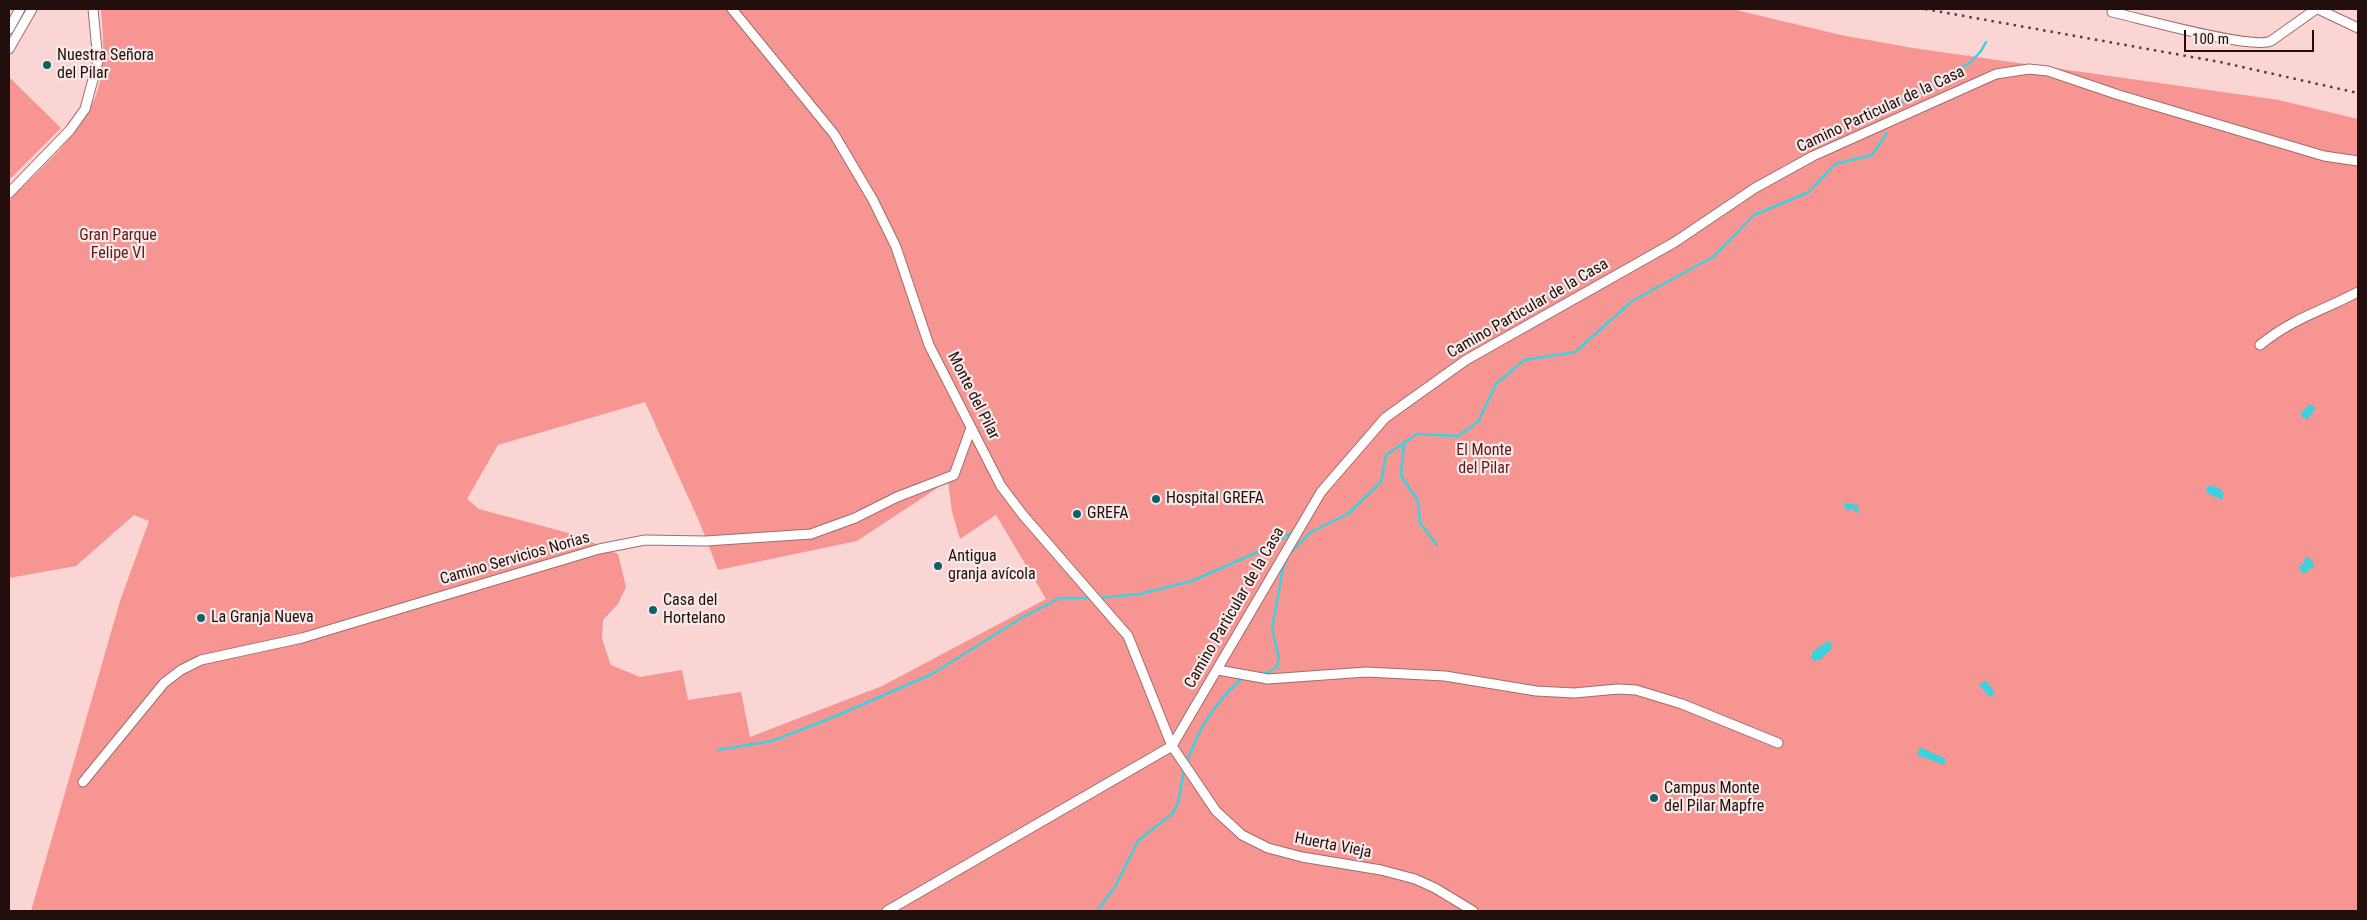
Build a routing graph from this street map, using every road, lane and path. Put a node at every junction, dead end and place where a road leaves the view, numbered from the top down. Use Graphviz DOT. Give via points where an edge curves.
graph roads {
  1 [pos="20,9"];
  2 [pos="32,9"];
  3 [pos="93,9"];
  4 [pos="732,9"];
  5 [pos="2317,9"];
  6 [pos="2112,12"];
  7 [pos="9,28"];
  8 [pos="2358,28"];
  9 [pos="9,49"];
  10 [pos="2358,161"];
  11 [pos="9,193"];
  12 [pos="2358,292"];
  13 [pos="2260,345"];
  14 [pos="971,428"];
  15 [pos="1218,670"];
  16 [pos="1778,744"];
  17 [pos="1172,746"];
  18 [pos="84,782"];
  19 [pos="1200,790"];
  20 [pos="887,911"];
  21 [pos="1473,911"];
  1 -- 7 [label="street"];
  2 -- 9 [label="street"];
  3 -- 11 [label="street" via="98,61 85,109 70,130"];
  4 -- 14 [label="street, Monte del Pilar" via="834,134 873,200 896,247 929,345"];
  5 -- 6 [label="street" via="2271,41 2263,43 2214,36"];
  5 -- 8 [label="street"];
  10 -- 15 [label="street, Camino Particular de la Casa" via="2324,156 2048,71 2029,69 1996,74 1938,99 1813,156 1755,188 1675,242 1466,360 1385,418 1321,492 1263,587"];
  12 -- 13 [label="street" via="2309,313"];
  14 -- 17 [label="street, Monte del Pilar" via="1001,486 1128,636"];
  14 -- 18 [label="street, Camino Servicios Norias" via="954,476 811,534 706,541 645,540 599,549 302,638 201,660 164,683"];
  15 -- 16 [label="street" via="1268,680 1366,672 1445,676 1536,691 1636,690 1682,704"];
  15 -- 17 [label="street, Camino Particular de la Casa"];
  17 -- 19 [label="street, Monte del Pilar"];
  17 -- 20 [label="street, Camino Particular de la Casa"];
  19 -- 21 [label="street, Huerta Vieja" via="1216,811 1242,835 1268,848 1302,858 1381,870 1415,879"];
}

» Task requirements: Look over the records above, and wherever a line contains the string "Casa", copy that line.

» Final answer:
  10 -- 15 [label="street, Camino Particular de la Casa" via="2324,156 2048,71 2029,69 1996,74 1938,99 1813,156 1755,188 1675,242 1466,360 1385,418 1321,492 1263,587"];
  15 -- 17 [label="street, Camino Particular de la Casa"];
  17 -- 20 [label="street, Camino Particular de la Casa"];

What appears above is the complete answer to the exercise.